__INSTRUCTIONS TO FOLLOW__
For the data below, work out how many lines contain the word "nodes" and supply only that number.

[Records contained in a dataset]
################

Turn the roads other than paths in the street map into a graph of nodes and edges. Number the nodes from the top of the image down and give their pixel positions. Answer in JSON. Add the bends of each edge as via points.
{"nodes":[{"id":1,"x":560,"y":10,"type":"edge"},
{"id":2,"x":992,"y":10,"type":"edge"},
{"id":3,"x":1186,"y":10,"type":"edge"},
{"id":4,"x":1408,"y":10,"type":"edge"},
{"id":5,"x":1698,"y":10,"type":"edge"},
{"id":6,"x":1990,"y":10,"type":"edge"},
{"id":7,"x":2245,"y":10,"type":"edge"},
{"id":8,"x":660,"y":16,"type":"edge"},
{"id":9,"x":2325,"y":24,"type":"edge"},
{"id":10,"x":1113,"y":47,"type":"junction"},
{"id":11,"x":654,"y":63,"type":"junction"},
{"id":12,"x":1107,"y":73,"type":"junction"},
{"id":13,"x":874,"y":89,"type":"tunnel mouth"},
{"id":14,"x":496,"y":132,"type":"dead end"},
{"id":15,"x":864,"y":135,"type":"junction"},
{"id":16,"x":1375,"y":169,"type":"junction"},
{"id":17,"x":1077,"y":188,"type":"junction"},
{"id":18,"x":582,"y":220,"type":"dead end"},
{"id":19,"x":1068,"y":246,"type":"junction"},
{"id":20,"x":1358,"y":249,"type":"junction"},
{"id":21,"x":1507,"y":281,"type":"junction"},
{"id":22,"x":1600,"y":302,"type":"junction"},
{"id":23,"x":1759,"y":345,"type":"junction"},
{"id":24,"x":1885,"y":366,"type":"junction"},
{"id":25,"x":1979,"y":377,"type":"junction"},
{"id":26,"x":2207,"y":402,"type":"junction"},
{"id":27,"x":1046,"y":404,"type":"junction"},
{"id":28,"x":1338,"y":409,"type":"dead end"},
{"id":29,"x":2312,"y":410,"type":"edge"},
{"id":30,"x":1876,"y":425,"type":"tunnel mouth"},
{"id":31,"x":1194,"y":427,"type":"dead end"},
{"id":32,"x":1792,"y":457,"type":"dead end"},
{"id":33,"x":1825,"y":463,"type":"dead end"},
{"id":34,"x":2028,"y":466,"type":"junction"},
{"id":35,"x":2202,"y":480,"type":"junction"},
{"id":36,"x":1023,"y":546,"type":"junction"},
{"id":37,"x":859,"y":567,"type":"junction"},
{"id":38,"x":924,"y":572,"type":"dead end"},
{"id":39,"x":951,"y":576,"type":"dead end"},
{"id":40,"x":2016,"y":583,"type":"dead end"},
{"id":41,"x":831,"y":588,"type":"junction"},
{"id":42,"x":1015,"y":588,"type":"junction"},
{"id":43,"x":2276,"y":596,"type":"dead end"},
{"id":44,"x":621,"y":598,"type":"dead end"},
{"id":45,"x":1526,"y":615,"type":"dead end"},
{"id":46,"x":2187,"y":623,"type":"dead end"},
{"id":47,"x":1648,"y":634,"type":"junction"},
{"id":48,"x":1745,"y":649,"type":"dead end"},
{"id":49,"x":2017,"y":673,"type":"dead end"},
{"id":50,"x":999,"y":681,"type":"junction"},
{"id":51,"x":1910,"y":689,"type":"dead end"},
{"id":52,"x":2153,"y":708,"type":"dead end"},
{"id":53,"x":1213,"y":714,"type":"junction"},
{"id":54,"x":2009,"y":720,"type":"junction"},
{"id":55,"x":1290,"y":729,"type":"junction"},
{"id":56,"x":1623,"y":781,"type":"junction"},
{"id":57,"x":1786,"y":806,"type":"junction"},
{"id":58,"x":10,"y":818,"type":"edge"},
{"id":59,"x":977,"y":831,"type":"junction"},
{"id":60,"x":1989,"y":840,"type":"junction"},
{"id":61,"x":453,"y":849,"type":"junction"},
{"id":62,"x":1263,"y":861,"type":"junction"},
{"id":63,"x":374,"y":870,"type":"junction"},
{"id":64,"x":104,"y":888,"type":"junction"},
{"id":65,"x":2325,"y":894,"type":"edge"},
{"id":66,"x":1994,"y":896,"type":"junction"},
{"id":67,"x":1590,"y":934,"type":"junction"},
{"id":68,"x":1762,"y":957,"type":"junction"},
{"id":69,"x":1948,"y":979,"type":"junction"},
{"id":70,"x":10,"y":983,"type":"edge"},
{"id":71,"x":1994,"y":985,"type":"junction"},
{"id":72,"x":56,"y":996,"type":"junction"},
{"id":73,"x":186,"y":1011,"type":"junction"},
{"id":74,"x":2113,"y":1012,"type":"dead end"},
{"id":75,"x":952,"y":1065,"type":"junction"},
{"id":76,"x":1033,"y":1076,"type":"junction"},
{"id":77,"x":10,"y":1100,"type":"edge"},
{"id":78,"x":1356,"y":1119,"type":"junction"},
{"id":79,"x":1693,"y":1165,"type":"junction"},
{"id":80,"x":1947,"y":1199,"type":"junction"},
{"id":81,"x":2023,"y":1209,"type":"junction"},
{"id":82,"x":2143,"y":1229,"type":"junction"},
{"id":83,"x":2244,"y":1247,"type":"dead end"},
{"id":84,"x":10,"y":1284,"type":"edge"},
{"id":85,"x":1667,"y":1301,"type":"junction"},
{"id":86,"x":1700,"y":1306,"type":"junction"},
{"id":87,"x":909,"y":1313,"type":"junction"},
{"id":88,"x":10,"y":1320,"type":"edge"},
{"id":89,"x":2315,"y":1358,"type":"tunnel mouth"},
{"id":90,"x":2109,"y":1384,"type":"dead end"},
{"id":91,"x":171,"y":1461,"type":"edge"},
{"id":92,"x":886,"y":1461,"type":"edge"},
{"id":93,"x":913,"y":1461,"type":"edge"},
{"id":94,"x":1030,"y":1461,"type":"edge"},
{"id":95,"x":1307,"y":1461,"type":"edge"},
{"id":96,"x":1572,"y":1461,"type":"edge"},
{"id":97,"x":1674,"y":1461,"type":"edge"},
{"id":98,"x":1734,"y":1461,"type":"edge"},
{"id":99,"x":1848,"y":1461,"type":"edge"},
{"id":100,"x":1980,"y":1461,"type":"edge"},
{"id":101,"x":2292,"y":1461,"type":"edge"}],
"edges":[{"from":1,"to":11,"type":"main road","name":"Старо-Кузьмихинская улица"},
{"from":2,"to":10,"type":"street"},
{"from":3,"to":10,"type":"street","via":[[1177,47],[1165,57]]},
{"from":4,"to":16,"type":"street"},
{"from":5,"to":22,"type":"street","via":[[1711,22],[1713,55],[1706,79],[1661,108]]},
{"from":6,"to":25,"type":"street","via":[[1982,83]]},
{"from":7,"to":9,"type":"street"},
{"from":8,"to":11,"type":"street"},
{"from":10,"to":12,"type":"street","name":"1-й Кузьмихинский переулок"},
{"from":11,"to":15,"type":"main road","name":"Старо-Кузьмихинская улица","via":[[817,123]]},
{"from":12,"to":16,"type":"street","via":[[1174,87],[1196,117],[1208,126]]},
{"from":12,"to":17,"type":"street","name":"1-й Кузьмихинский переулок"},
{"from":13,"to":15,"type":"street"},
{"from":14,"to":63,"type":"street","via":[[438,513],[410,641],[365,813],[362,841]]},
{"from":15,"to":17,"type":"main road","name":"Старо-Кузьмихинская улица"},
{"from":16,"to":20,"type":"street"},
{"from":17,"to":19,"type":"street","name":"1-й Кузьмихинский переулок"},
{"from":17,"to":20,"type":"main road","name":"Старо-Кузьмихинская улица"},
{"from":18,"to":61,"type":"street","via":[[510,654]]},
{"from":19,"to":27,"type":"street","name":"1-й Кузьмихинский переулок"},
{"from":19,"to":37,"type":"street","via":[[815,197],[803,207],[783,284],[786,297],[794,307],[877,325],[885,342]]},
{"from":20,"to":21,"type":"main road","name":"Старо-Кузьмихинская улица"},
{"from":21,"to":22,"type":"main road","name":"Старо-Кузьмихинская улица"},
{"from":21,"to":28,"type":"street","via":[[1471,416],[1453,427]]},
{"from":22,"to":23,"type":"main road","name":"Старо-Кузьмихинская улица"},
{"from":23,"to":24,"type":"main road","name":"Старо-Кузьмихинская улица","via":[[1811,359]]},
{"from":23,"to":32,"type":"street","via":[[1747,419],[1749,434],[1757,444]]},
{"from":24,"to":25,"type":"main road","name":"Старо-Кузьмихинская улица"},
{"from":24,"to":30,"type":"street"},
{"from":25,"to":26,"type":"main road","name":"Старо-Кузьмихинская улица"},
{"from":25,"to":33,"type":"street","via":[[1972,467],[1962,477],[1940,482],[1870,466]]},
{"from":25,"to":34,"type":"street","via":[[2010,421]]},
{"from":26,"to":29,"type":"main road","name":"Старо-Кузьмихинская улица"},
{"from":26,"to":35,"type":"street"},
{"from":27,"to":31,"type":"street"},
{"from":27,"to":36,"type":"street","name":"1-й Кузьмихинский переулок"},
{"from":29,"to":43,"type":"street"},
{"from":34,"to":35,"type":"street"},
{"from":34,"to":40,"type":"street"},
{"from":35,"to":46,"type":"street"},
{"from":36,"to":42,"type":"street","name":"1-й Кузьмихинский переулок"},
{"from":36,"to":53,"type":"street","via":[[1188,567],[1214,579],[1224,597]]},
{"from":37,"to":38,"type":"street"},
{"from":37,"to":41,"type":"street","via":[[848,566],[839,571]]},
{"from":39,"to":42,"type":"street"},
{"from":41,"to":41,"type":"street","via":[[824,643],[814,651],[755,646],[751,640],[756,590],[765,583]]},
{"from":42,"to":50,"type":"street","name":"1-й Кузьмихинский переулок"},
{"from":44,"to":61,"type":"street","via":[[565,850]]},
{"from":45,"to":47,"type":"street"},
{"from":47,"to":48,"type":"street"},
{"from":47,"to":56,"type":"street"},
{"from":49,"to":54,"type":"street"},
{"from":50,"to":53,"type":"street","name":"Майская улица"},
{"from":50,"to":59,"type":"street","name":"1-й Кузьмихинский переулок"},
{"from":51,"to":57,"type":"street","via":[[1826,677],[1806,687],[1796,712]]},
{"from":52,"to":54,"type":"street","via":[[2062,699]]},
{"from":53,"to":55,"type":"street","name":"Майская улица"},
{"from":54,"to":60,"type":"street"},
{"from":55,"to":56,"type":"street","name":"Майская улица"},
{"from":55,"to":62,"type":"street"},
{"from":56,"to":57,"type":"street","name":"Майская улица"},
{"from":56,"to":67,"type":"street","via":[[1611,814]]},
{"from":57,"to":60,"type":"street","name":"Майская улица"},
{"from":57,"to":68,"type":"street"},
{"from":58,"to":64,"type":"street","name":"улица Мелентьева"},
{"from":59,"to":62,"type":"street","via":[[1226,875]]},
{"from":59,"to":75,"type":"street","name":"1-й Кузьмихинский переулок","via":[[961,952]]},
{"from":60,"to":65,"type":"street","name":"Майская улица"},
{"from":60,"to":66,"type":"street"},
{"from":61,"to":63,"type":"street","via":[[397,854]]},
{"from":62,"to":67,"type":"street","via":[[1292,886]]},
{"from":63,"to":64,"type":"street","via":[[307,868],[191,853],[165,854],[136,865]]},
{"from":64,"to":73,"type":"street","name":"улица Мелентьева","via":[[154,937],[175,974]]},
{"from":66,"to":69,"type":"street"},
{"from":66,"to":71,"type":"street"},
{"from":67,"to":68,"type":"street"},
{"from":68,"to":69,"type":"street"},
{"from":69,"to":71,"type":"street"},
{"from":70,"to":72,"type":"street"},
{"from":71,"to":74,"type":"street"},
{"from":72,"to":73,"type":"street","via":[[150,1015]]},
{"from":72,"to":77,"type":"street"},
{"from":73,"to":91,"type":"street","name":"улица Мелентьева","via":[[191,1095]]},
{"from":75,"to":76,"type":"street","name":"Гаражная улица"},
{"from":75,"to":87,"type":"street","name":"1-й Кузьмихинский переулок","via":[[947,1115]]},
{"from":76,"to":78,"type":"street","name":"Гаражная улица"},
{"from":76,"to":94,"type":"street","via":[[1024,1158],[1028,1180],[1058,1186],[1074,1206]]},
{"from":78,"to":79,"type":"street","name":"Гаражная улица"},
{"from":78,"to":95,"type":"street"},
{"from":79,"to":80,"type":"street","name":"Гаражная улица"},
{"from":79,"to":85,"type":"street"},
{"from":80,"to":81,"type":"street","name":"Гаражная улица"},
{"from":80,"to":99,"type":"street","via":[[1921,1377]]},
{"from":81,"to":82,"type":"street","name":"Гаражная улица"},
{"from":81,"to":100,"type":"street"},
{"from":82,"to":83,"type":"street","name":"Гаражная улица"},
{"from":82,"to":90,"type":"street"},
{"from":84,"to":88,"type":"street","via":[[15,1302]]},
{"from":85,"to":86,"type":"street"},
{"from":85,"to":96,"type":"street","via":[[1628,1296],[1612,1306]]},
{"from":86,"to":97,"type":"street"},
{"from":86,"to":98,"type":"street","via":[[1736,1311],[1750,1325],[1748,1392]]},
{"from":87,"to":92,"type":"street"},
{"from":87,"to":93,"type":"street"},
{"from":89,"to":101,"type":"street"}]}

################

__EXPECTED ANSWER__
2